Having gone through the three years of on-and-off rehab, it’s a different Murray that returns to the US Open, where he’s been to eight quarterfinals in 13 career appearances. Though expectations may be tempered, his standards stay the same.
“My opinion is that you should set yourself the best-in-the-world standards for everything that you do, because then it means that you're going to prepare properly for tournaments, you're going to train hard, you're going to take care of all of the details, because that's what the best in the world do, whatever job it is. That's why they are the best," he said after bowing out of the relocated Cincinnati event.
“If, on the match courts, you fall short of that, you know, I'd rather fall short of the best-in-the-world standards rather than sort of accept, OK, I'm going to play [to the level of No.] 80, 100 in the world, that's going to be my standard this week. And if I play at that level, I'm happy.
“I'd rather say, ‘Let's try to play like the best in the world. Let's set standards like you're the best in the world.’ And even if you fall short of that, I can live with that a little bit.”
The best-of-five format at the US Open will be a new challenge for Murray, who has not won consecutive Grand Slam matches since 2017. But beating Top-10 players like Zverev without his best stuff certainly bodes well for his prospects.
“I think, if I can stay healthy, I’ll have some more good moments on the tennis court,” he added. Whether or not such moments come now, at the 2020 US Open, Murray’s already hit his biggest short-term target.

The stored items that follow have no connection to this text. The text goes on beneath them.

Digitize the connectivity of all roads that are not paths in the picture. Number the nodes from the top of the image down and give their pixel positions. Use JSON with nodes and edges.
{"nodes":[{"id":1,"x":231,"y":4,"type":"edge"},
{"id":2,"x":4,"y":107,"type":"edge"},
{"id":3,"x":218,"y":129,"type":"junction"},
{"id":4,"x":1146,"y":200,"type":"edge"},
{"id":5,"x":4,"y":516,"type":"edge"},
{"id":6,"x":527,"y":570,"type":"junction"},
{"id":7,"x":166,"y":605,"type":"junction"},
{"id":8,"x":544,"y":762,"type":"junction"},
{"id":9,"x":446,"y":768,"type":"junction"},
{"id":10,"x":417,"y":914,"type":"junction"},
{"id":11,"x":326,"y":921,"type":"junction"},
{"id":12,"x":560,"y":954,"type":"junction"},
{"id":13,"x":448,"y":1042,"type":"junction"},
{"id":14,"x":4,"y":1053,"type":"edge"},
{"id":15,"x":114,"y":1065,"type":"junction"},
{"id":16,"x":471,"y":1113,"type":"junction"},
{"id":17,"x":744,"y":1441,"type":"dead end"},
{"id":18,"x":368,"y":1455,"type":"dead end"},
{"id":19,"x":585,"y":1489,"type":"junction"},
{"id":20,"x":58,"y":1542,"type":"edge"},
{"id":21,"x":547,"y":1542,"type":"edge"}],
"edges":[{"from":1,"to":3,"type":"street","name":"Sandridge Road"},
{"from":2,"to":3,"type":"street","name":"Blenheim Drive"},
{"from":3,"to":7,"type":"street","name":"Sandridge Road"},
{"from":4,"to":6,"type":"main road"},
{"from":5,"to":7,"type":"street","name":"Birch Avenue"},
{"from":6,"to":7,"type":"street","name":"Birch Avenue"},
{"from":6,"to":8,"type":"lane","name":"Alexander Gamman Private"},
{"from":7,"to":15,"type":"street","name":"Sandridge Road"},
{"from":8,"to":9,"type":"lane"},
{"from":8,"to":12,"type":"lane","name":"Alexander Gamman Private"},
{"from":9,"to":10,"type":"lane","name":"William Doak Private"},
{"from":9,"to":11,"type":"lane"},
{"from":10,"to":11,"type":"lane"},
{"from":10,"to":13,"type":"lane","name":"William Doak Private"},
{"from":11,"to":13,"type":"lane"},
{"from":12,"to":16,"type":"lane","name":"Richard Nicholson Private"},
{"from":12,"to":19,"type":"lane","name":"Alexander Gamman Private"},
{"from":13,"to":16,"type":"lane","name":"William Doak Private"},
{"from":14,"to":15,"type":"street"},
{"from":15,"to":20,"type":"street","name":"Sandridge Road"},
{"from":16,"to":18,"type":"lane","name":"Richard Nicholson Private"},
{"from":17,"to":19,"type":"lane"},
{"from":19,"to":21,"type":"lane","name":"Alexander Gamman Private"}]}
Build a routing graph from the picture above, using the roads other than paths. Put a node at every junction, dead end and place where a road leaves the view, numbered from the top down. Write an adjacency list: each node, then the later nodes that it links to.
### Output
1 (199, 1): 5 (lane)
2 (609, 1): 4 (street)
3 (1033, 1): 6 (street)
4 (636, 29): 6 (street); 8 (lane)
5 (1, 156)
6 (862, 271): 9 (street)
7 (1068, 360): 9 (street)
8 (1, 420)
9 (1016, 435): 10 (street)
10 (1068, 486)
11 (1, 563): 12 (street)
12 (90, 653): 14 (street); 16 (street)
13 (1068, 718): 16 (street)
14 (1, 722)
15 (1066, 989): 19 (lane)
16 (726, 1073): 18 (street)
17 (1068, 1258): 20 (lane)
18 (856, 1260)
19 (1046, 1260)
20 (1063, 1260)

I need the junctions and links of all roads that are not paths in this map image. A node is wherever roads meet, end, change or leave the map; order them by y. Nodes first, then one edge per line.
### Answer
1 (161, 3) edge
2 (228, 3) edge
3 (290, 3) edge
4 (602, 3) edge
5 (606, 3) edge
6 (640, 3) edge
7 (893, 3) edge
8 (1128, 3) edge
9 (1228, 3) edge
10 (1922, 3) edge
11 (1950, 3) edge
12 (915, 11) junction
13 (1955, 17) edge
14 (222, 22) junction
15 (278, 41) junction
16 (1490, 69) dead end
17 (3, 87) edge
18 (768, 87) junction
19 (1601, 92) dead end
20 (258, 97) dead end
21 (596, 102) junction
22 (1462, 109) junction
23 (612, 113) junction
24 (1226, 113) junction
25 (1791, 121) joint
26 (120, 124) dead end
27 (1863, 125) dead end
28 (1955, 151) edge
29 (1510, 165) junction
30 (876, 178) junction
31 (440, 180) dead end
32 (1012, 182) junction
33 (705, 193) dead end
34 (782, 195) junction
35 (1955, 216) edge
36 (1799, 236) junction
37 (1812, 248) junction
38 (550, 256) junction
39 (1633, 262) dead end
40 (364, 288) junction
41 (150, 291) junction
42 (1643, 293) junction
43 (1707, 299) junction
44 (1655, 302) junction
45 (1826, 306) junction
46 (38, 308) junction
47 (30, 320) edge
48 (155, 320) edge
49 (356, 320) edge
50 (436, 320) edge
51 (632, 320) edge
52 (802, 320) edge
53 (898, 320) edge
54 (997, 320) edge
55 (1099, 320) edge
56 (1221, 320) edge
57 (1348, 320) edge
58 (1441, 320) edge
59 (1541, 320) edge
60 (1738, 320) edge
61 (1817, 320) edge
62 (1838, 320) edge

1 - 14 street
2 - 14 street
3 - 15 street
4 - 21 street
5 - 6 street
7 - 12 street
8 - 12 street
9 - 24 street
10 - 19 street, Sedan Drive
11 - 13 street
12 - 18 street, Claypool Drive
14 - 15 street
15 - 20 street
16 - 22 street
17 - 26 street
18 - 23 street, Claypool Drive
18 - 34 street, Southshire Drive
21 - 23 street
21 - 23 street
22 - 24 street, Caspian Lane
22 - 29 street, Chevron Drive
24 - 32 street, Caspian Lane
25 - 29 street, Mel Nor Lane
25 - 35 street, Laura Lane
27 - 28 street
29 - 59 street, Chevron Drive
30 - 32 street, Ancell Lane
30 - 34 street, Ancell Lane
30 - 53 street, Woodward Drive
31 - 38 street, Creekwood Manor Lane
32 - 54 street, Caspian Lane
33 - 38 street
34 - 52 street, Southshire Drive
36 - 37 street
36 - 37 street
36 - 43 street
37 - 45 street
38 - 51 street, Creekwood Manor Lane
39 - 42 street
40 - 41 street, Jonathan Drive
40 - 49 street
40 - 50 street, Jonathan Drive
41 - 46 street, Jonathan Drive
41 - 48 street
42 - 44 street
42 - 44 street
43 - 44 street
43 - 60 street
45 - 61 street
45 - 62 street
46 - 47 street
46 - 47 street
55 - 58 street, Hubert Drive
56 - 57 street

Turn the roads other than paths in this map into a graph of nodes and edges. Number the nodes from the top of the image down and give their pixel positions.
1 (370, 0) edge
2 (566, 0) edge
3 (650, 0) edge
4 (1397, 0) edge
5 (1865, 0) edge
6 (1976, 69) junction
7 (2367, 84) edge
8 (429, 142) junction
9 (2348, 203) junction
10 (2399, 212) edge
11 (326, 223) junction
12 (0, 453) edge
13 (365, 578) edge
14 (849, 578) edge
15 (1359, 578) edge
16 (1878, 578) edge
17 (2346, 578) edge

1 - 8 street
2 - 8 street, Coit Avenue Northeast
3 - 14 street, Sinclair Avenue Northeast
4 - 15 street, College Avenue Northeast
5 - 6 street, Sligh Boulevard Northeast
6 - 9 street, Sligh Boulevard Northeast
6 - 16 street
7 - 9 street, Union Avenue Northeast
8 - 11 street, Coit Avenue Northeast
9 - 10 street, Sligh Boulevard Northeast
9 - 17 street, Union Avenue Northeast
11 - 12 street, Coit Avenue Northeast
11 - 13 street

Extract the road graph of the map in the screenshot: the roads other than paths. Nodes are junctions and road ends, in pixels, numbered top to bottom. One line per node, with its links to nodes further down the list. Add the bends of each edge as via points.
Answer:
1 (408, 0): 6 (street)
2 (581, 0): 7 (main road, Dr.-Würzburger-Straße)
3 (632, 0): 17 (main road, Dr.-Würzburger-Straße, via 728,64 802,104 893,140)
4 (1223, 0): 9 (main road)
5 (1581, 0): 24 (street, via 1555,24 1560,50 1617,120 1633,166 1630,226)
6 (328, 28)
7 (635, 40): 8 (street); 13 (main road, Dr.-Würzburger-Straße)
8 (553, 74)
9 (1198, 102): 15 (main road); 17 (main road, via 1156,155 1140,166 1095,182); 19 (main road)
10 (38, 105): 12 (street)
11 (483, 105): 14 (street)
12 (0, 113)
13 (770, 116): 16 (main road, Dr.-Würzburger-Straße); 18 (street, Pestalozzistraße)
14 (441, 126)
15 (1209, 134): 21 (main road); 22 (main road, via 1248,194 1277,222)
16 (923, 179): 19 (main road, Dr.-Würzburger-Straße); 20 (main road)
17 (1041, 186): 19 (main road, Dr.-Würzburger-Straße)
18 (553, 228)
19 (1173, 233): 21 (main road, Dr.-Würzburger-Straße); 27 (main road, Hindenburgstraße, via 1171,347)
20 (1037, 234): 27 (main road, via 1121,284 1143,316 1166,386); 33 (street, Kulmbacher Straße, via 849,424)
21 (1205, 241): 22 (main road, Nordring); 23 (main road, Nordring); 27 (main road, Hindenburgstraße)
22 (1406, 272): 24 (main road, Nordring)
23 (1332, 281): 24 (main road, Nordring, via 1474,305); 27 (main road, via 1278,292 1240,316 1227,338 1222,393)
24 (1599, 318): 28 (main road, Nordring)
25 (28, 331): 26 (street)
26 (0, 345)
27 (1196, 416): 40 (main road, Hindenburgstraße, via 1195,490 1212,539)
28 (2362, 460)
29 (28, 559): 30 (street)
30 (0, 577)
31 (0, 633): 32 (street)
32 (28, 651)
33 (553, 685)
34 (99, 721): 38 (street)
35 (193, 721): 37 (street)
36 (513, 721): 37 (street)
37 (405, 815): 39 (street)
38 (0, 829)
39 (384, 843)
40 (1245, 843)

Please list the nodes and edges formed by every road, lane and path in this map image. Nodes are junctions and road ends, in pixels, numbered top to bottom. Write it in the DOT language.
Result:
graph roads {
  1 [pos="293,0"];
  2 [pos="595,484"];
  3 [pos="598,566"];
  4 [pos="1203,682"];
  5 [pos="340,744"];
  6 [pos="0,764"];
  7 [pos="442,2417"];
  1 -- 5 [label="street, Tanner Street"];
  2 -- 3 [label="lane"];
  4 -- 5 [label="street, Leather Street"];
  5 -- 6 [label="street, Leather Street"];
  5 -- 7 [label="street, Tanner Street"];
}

“I'm feeling quite good on the court physically, in terms of my hip. When I spoke to my team a couple months ago, that was really all I wanted. I wanted to get hopefully to the US Open feeling pretty pain-free so that I could go out and play and enjoy playing in a Grand Slam again.”
It's easy to forget that Murray is still relatively young at 33, the same age as world No. 1 Djokovic (Murray is exactly seven days older, born on May 15, 1987) and 11 months younger than world No. 2 Rafael Nadal. Those two men are currently setting the best-in-the-world standards the Scot referenced, winners of each of the last eight Grand Slams between them.
In 2017, Murray pulled out of the US Open because he knew he couldn't win it. He had every reason to sit out this time around, too—the pandemic, the restrictions of the New York "bubble," the pounding his hip will take on the blue hard courts at the USTA Billie Jean King National Tennis Center.
But Andy Murray is back. Would he really be here if he didn't think he could leave with the trophy?